Data supplied:
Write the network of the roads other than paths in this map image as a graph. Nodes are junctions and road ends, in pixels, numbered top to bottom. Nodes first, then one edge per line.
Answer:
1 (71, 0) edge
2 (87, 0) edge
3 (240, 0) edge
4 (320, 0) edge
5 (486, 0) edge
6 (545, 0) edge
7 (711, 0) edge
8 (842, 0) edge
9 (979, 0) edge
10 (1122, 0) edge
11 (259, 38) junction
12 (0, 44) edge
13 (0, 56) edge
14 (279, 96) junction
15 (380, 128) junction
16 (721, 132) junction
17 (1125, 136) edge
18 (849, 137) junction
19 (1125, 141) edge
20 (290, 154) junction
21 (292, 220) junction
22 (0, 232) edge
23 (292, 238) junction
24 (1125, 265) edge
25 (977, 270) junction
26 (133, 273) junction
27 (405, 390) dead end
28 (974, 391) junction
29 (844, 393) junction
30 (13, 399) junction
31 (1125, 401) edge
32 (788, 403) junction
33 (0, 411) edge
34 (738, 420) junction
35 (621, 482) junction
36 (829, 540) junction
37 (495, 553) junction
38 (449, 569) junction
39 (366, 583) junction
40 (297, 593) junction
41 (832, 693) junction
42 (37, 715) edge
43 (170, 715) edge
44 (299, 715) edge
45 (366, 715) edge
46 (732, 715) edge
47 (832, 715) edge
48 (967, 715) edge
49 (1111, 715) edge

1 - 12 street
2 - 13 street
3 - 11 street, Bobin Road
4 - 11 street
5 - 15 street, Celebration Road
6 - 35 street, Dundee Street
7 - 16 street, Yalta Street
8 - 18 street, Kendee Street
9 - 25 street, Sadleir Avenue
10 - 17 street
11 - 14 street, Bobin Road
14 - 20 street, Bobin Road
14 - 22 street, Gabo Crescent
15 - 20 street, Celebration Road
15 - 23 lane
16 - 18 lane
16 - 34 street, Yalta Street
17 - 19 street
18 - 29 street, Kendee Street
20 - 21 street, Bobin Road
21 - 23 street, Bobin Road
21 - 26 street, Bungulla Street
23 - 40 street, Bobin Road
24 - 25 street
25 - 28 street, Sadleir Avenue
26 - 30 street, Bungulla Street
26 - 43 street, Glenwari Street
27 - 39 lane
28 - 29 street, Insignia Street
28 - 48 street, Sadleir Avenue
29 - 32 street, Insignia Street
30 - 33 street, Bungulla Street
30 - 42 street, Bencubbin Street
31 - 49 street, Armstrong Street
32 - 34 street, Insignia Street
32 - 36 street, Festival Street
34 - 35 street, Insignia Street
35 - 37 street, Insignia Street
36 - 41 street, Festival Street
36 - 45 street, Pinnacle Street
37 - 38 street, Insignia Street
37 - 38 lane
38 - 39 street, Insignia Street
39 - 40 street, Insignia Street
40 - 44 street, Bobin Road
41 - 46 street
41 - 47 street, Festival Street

Work to complete: Scan the listing and report each line where the word "Yalta" shows up.

Written solution:
7 - 16 street, Yalta Street
16 - 34 street, Yalta Street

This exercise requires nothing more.